As part of the BFI’s season dedicated to French acting maestro Jean Gabin, Marcel Carné’s hugely influential film noir Port of Shadows is re-released at the Southbank this week. Three-quarters of a century since its inception, the film remains a high-point of the genre, and was an important precursor for the post-war American noirs that followed.
Pre-war French disillusionment is rife in Carné’s brooding, sparse film; the fog of war, as it is put, and the angst of killing, has been a heavy burden on Jean (Gabin), an army deserter who hitches a ride to Le Havre with the hope of starting a new life. Here he meets Nelly (Michèle Morgan), a 17-year old girl caught in the midst of criminals and degenerates, and looking to escape it; Jean might just be her ticket.
When viewed today, Gabin’s Jean might remind us of those more memorable tortured heroes from recent film history; Stallone’s Rambo, Jeremy Renner’s William James, and perhaps even Pacino’s Carlito Brigante. Despite its age, Port of Shadows connotes the same visceral tone and feel as these films, while stewed in that very unique, unmistakable brand of French miserablism. Memorably, an artist enters the pub where Jean is staying and utters, “to me, a swimmer is already a drowned man”. To modern audiences, it might seem a little cliched and overtly, damningly bleak in its world view, but placed within its context, encompassing love, life, and society, it is exactly what it tends to be: poetically realistic.
The poetic philosophy to the dialogue that the French do so well comes off as considerably less forced than other films of the same period; it feels less homogenised and pedagogic, instead keen to engage differing viewpoints. We get the opulent poets, the gangsters who aren’t as downtrodden as they look, and throughout it all, the notion of identity remains key. With the pervasive malaise which hovers through the film like a spectre, identity becomes transient, resulting in some much-needed morsels of humour later on, as Jean assumes the name of an artist and spouts his rhetoric like a parrot.
Despite the grim material, Carné’s film is a bustling romance between Gabin and Morgan’s characters, totally charming and thoroughly romantic. It is a shame Morgan never became as revered as the solid-gold femme fatales of the genre, because she lights up the screen with a firm presence and striking look; her chemistry with Gabin is sublime.

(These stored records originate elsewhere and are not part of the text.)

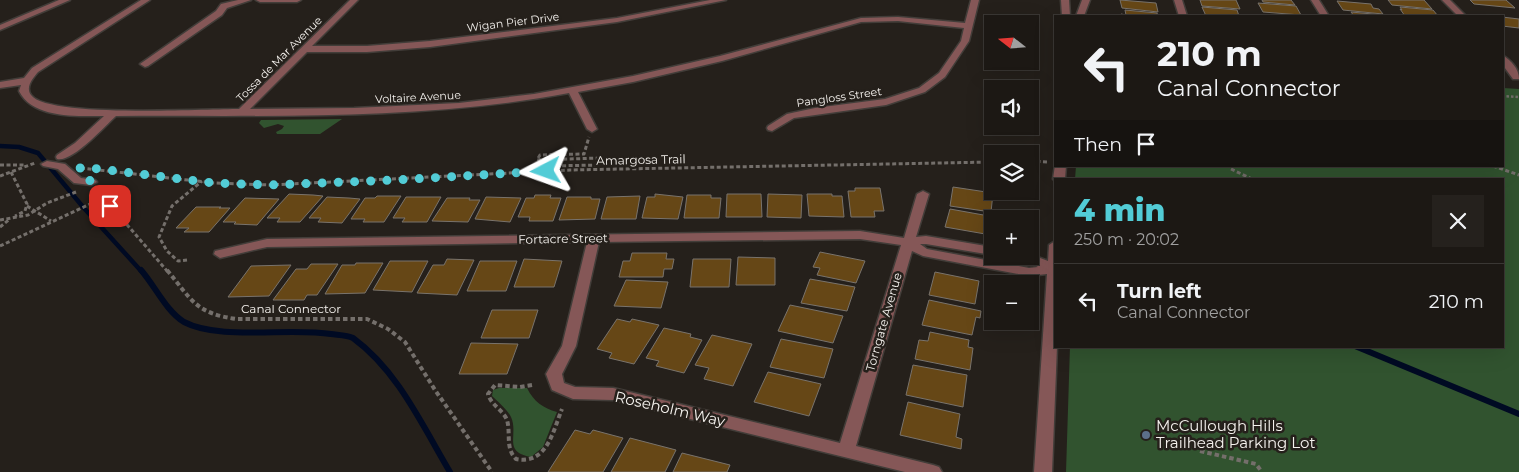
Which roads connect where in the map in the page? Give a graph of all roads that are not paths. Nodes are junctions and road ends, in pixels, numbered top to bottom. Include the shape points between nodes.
1 (66, 0) edge
2 (146, 0) edge
3 (247, 0) edge
4 (260, 0) edge
5 (297, 0) edge
6 (354, 0) edge
7 (722, 0) edge
8 (975, 0) edge
9 (1066, 0) edge
10 (1086, 0) edge
11 (1178, 0) edge
12 (1315, 0) edge
13 (1446, 0) edge
14 (1066, 15) edge
15 (1080, 15) edge
16 (1182, 15) edge
17 (1324, 15) edge
18 (1461, 15) edge
19 (969, 26) junction
20 (0, 28) edge
21 (305, 49) junction
22 (1504, 60) edge
23 (145, 64) dead end
24 (1516, 78) dead end
25 (25, 81) junction
26 (0, 84) edge
27 (573, 91) junction
28 (242, 112) junction
29 (113, 113) junction
30 (772, 128) dead end
31 (591, 132) road end
32 (61, 156) dead end
33 (47, 164) dead end
34 (92, 184) road end
35 (923, 194) dead end
36 (594, 238) junction
37 (907, 242) junction
38 (984, 250) edge
39 (220, 254) dead end
40 (1054, 257) edge
41 (1039, 262) edge
42 (1053, 269) junction
43 (846, 451) junction
44 (933, 472) edge
45 (1043, 472) edge

1 - 20 street
2 - 25 street via 42,65
3 - 23 street via 224,6 219,13
4 - 5 street
6 - 21 street, Tossa de Mar Avenue
7 - 21 street, Wigan Pier Drive via 617,20 430,44
8 - 19 street, Pangloss Street
9 - 14 street
10 - 15 street
11 - 16 street
12 - 17 street
13 - 18 street
19 - 27 street, Voltaire Avenue via 898,19 861,20 703,63
19 - 30 street, Pangloss Street via 965,41 949,67 922,90 886,102 790,116
21 - 28 street, Tossa de Mar Avenue
22 - 24 street
25 - 26 street
25 - 29 street, Voltaire Avenue via 22,90 25,97 37,106 79,114
27 - 28 street, Voltaire Avenue via 426,108
27 - 31 street
28 - 29 street, Voltaire Avenue
29 - 32 street via 79,145
33 - 34 street via 61,166 78,181
35 - 37 street, Torngate Avenue
36 - 37 street, Fortacre Street via 860,236
36 - 39 street, Fortacre Street via 267,243
36 - 43 street, Roseholm Way via 569,346 554,374 557,386 573,393 613,394
37 - 38 street, Fortacre Street via 926,240
37 - 42 street, Fortacre Street via 922,252 1029,272
37 - 43 street, Torngate Avenue
40 - 42 street
41 - 42 street
42 - 45 street
43 - 44 street, Roseholm Way

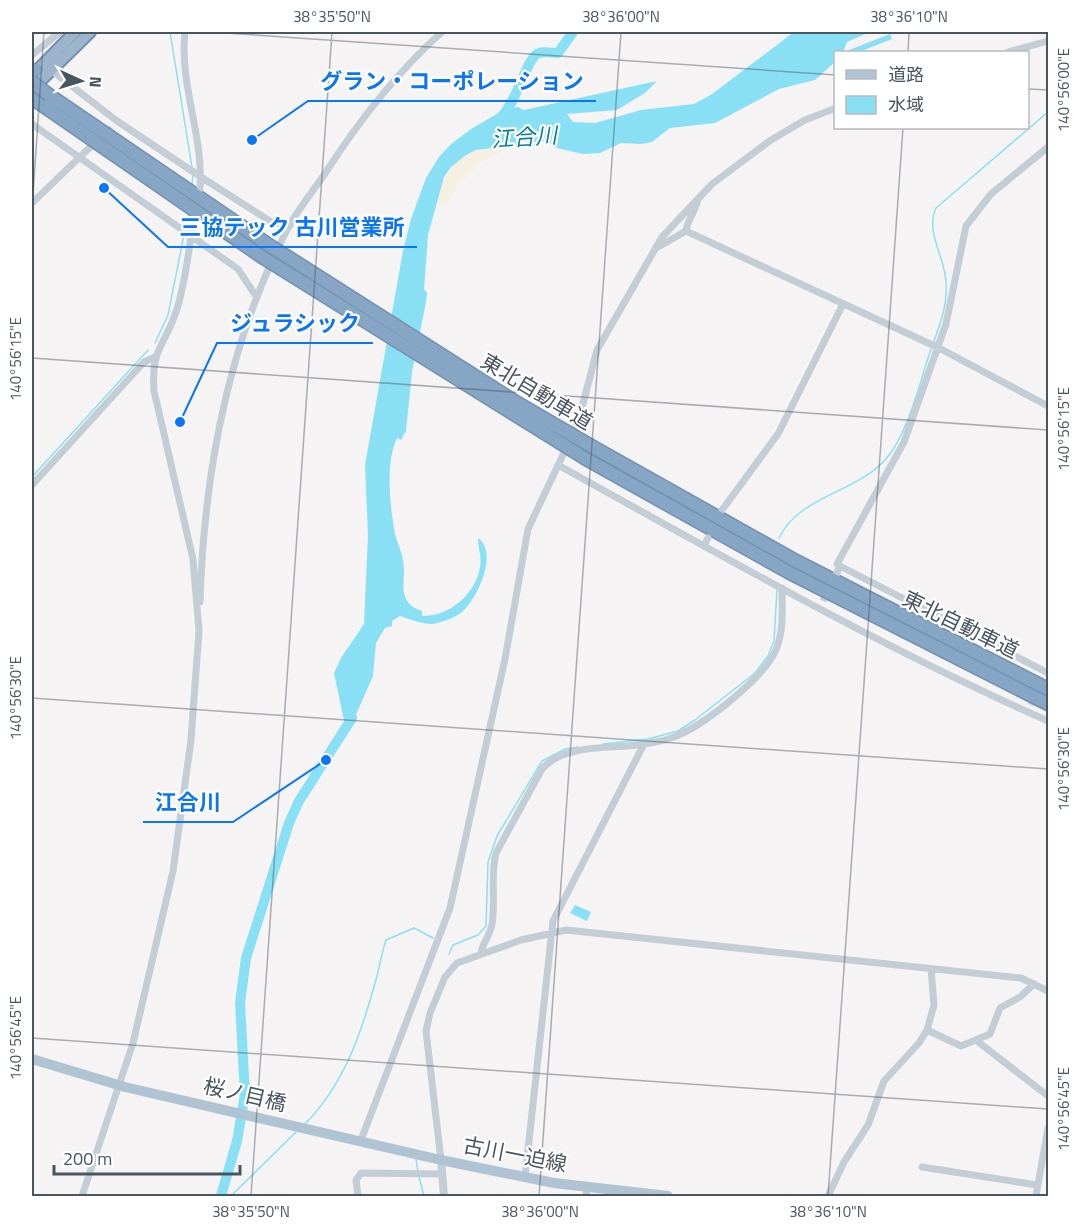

Inevitably, though, Carné follows through with the grim reality of his worldview, revealing the true heart of darkness and real purveyors of immorality. Hope quite literally sails away at the end, and there is little in way of catharsis. Indeed, Carné is making a statement, and it is a powerful, entertaining and thought-provoking one, even over 70 years later.
Carné’s thrilling film is an important and undervalued influence on the post-war American noirs of the 1940s.
Port of Shadows is re-released at the BFI from today.